**Task item:** All lines below containing "wrist" are to be listed.

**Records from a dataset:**

══════════════════════════════

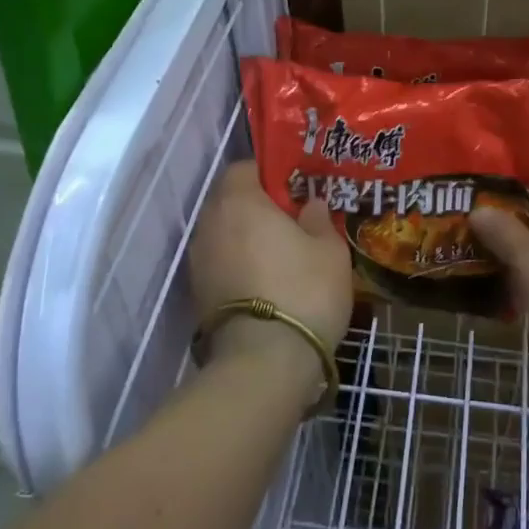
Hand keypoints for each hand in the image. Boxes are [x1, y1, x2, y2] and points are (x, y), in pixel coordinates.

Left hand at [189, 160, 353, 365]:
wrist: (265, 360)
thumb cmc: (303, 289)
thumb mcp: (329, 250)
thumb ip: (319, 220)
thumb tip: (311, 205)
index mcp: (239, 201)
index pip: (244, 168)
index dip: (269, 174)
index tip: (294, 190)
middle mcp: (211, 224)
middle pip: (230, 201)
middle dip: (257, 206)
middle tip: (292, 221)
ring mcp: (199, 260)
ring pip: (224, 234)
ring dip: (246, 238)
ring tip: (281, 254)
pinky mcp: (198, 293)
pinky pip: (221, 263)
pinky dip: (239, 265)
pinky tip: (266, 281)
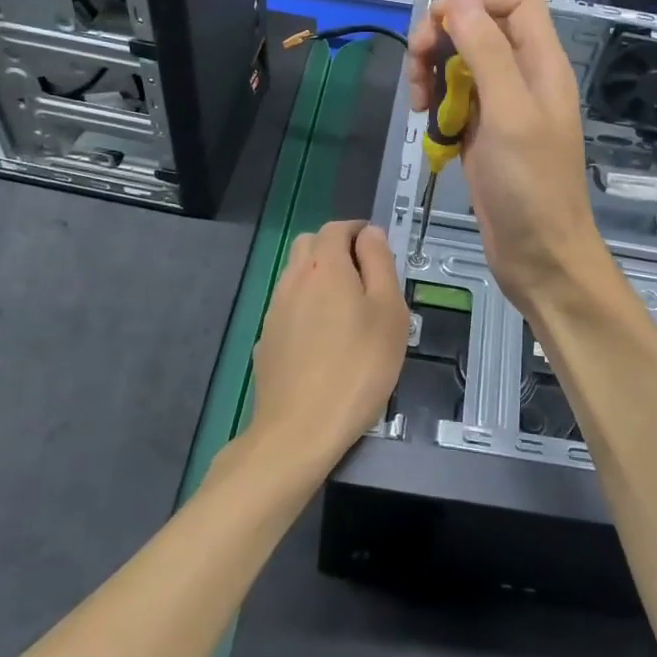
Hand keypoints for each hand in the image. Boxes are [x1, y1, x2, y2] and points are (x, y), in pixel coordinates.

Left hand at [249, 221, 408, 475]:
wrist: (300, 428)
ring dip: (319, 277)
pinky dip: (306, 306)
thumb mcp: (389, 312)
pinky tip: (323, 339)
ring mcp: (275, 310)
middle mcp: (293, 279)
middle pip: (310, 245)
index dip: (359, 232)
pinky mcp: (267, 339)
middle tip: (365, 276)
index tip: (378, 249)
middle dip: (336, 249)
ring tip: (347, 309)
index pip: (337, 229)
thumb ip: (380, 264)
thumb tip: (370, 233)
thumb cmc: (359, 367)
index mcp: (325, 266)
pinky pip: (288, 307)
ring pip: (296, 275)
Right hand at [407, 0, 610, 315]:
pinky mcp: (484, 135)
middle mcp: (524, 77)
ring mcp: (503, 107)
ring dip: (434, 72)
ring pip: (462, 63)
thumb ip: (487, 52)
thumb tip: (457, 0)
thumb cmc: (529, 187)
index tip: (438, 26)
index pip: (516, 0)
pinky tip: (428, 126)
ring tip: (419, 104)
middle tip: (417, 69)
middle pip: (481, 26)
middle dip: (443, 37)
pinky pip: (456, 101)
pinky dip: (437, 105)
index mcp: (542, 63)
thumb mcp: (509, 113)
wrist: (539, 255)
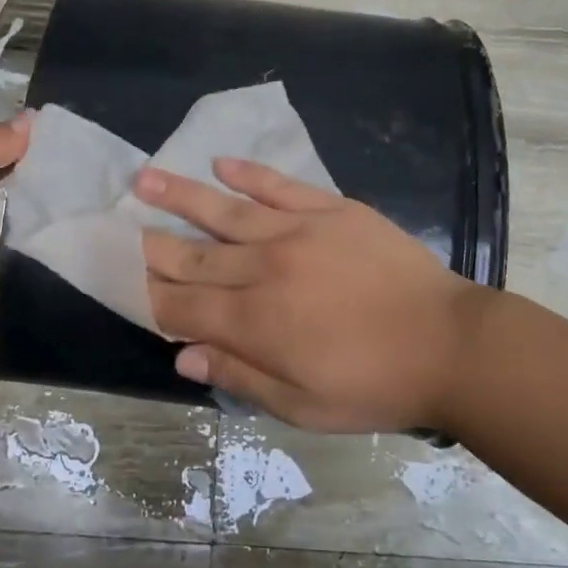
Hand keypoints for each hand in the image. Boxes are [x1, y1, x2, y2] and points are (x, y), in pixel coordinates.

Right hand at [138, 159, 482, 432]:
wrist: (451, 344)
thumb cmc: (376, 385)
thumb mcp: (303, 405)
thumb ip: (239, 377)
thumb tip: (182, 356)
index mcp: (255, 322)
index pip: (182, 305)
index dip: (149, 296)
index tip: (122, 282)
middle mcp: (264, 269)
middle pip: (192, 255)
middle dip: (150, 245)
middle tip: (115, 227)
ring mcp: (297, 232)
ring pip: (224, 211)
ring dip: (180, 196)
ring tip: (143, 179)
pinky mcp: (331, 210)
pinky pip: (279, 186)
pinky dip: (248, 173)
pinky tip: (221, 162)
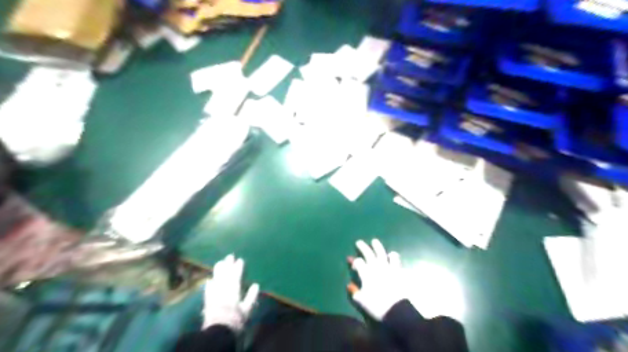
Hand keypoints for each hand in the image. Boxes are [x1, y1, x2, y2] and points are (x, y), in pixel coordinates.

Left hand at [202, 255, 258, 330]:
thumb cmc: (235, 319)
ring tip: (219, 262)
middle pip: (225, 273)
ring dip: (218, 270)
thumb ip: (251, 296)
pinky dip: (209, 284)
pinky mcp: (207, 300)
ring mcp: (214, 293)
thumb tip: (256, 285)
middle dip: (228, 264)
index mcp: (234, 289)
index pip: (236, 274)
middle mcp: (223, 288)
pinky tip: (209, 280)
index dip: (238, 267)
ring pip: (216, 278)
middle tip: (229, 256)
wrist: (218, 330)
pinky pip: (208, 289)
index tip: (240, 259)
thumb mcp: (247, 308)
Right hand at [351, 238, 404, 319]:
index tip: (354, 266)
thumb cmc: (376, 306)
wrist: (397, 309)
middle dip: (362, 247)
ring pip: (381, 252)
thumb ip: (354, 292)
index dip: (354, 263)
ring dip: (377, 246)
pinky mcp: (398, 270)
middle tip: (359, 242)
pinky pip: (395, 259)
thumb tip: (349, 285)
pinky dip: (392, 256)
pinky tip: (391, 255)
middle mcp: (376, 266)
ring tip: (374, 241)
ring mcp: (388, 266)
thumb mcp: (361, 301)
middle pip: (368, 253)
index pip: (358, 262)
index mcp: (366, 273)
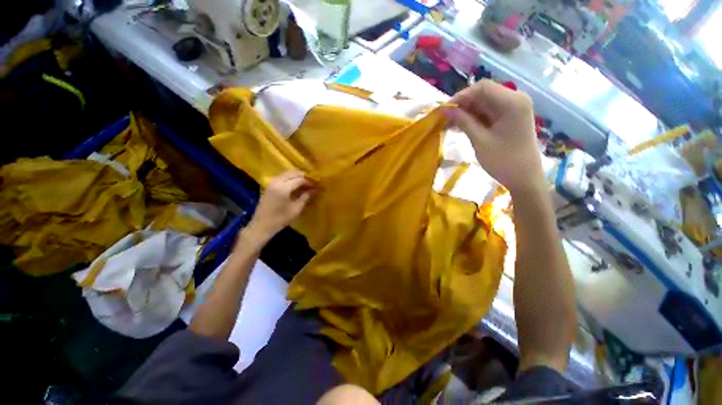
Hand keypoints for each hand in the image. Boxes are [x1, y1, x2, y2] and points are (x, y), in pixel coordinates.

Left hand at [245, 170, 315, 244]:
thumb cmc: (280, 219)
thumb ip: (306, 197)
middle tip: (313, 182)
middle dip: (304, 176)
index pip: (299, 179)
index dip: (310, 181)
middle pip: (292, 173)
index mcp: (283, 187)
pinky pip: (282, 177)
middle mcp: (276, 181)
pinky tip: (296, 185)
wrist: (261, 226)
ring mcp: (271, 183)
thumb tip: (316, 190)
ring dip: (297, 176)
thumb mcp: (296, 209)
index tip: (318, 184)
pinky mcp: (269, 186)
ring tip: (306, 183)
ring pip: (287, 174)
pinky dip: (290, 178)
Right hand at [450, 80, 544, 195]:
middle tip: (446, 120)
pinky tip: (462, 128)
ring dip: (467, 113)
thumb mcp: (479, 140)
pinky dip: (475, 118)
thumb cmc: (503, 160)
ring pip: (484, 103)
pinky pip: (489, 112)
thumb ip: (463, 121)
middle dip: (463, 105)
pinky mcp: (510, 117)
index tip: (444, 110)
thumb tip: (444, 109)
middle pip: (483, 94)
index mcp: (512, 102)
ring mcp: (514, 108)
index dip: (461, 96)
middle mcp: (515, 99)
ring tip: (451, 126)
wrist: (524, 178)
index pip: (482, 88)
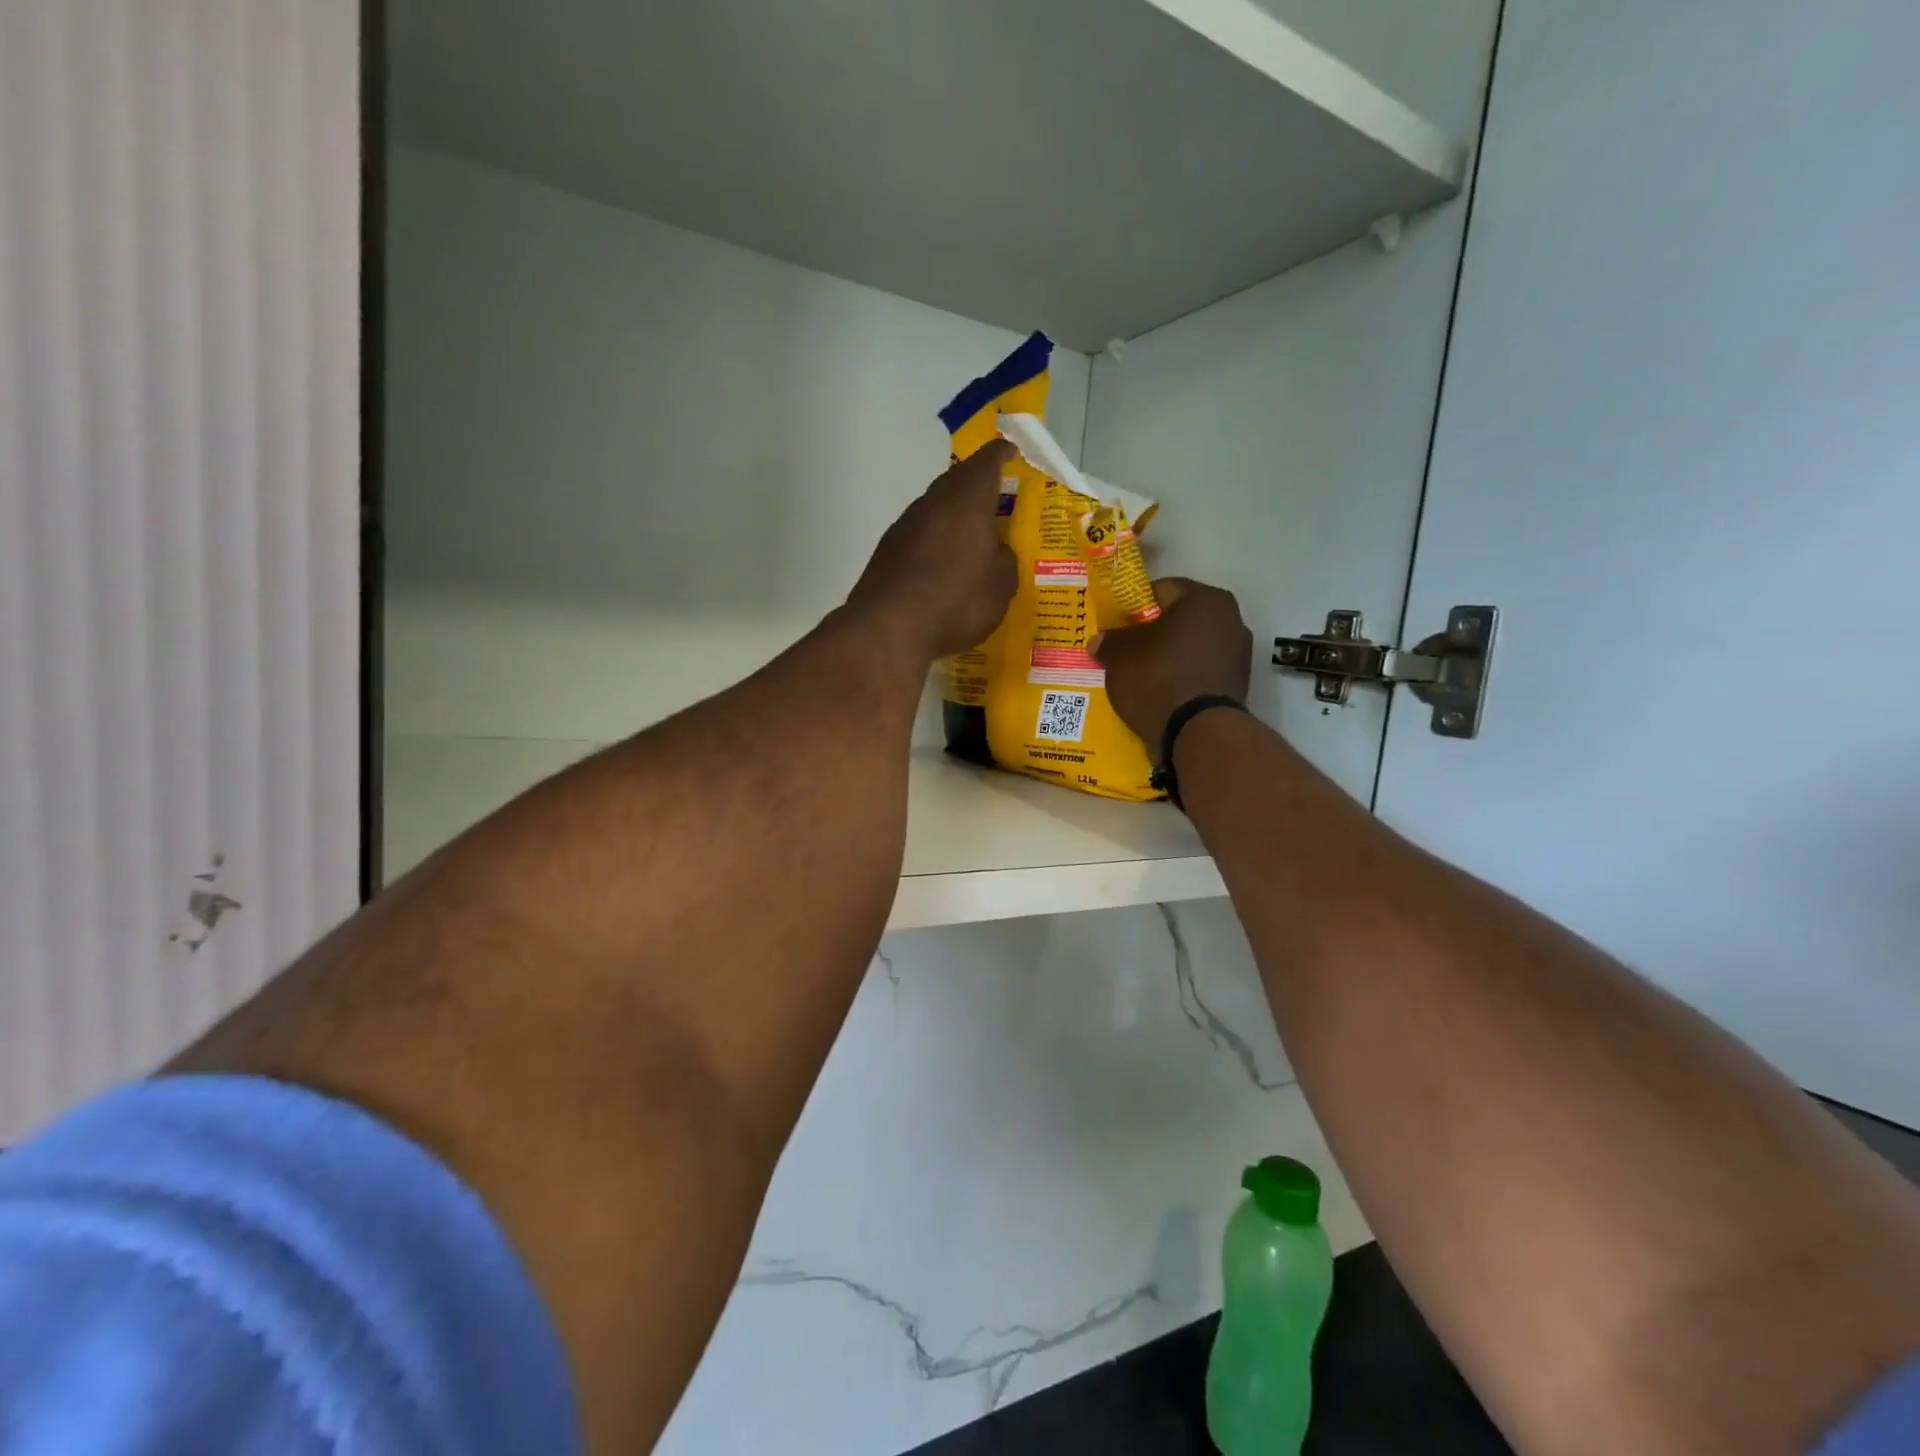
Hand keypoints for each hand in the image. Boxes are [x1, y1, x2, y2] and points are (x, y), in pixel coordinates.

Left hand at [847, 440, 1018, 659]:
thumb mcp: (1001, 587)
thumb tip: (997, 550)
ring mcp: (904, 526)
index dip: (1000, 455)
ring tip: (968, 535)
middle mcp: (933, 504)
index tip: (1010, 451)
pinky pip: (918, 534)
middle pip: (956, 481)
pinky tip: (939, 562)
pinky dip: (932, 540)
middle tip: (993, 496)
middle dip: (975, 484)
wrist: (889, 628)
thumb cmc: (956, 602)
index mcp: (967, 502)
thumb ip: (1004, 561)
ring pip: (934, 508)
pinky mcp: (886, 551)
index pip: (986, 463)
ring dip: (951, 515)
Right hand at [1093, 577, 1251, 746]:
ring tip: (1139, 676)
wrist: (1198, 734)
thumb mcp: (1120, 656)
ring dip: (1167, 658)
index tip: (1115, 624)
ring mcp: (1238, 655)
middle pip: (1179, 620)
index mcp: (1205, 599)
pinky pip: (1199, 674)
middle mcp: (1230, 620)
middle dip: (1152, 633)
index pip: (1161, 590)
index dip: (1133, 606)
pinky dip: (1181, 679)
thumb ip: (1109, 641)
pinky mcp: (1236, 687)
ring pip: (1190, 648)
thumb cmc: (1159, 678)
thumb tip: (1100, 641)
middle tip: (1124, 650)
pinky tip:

══════════════════════════════

**Completed task:**
wrist: (265, 360)
wrist: (300, 428)
wrist: (539, 255)
wrist: (451, 344)
wrist: (218, 330)
wrist: (397, 309)
wrist: (261, 226)
wrist: (524, 178)
wrist: (889, 628)
wrist: (1198, 734)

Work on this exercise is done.